*Exercise input*
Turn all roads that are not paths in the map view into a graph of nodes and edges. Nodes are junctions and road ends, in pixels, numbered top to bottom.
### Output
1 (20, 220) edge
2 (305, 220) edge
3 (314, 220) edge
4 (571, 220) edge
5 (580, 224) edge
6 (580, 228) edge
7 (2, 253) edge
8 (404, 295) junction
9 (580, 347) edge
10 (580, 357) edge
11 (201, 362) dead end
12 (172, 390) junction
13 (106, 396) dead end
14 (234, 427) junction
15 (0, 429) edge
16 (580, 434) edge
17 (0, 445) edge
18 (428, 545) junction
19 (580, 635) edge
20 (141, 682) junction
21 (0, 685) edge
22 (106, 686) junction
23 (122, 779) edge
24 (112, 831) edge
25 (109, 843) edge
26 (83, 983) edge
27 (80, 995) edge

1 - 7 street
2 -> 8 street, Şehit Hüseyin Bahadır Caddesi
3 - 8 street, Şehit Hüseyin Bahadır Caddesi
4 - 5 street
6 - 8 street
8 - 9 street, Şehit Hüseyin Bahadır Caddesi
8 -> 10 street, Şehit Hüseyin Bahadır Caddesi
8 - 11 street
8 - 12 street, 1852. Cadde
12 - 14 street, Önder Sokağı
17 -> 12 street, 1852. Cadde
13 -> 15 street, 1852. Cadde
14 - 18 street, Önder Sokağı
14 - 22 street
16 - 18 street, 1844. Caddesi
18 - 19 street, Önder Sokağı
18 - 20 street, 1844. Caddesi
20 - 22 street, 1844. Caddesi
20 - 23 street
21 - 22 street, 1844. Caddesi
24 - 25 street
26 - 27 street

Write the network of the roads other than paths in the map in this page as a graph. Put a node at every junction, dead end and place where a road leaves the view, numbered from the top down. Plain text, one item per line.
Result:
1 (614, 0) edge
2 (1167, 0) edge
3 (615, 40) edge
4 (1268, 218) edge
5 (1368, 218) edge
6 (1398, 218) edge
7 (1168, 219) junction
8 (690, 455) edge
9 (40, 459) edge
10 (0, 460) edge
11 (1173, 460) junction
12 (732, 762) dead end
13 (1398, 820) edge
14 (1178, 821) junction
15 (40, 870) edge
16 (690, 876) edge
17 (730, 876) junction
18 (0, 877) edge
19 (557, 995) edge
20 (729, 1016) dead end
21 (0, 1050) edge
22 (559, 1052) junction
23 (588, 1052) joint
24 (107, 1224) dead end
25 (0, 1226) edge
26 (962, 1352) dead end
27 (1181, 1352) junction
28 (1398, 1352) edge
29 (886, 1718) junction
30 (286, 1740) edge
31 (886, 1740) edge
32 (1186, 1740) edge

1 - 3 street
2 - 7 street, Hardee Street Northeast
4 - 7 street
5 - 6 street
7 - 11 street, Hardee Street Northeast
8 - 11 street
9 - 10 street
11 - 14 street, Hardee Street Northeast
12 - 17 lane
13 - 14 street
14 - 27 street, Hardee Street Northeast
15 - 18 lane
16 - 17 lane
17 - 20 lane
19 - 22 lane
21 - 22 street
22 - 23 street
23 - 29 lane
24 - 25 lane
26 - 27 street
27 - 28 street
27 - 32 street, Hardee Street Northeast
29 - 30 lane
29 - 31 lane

*What is expected*
Copy out each line carrying the string "view" from the data.

*Answer area*
Turn all roads that are not paths in the map view into a graph of nodes and edges. Nodes are junctions and road ends, in pixels, numbered top to bottom.
Write the network of the roads other than paths in the map in this page as a graph. Put a node at every junction, dead end and place where a road leaves the view, numbered from the top down. Plain text, one item per line.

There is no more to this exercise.